'''

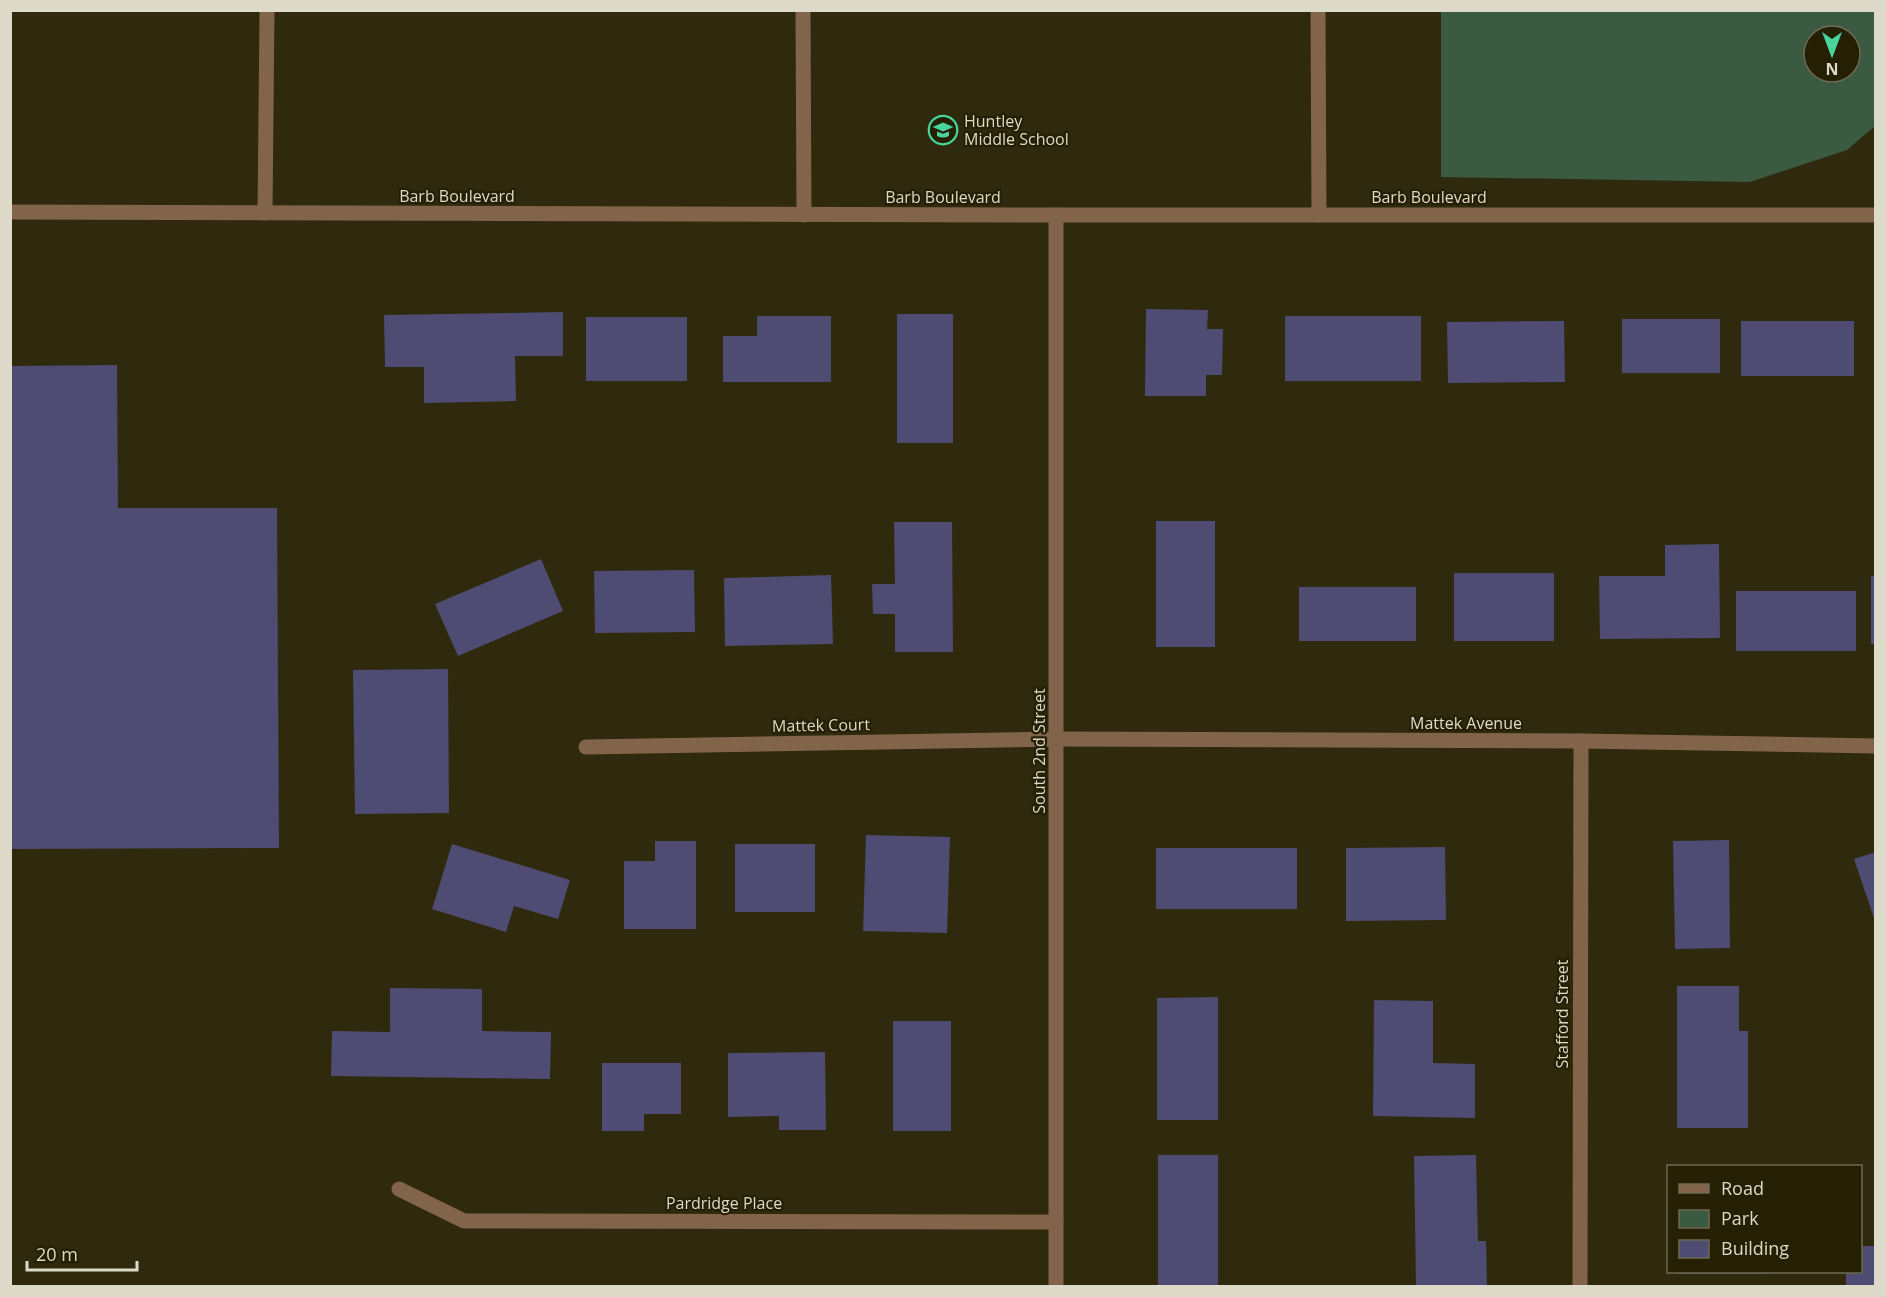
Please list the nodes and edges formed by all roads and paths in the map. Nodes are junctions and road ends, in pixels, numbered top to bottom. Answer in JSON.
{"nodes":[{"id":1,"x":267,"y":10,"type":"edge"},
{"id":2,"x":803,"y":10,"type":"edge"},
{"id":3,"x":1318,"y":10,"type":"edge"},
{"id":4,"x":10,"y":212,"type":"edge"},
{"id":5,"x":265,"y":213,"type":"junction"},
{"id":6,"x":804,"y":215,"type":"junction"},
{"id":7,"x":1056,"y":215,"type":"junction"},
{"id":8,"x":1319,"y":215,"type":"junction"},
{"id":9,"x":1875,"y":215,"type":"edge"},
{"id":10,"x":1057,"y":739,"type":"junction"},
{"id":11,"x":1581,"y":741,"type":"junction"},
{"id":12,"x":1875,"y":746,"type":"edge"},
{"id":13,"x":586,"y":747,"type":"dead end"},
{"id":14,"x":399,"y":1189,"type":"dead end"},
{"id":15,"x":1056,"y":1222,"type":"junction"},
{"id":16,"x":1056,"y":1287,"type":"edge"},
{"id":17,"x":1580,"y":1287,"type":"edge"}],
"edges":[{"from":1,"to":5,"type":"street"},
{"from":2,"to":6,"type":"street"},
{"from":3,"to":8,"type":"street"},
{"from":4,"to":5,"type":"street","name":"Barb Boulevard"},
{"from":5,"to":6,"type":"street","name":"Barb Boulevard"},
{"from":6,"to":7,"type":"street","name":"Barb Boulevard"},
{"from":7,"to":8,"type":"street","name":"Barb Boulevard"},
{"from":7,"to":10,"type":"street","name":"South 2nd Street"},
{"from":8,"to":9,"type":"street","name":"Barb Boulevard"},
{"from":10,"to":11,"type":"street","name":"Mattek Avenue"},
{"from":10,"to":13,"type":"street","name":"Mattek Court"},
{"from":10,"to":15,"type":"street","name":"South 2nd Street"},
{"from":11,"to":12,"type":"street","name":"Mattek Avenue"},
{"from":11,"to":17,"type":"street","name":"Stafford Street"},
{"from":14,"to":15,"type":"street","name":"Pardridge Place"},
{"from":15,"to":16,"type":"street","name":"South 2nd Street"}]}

'''

### HOW TO COMPLETE THIS TASK
For every line of the records that has the word "nodes" in it, make a copy.

### EXERCISE SOLUTION
Please list the nodes and edges formed by all roads and paths in the map. Nodes are junctions and road ends, in pixels, numbered top to bottom. Answer in JSON.
{"nodes":[{"id":1,"x":267,"y":10,"type":"edge"},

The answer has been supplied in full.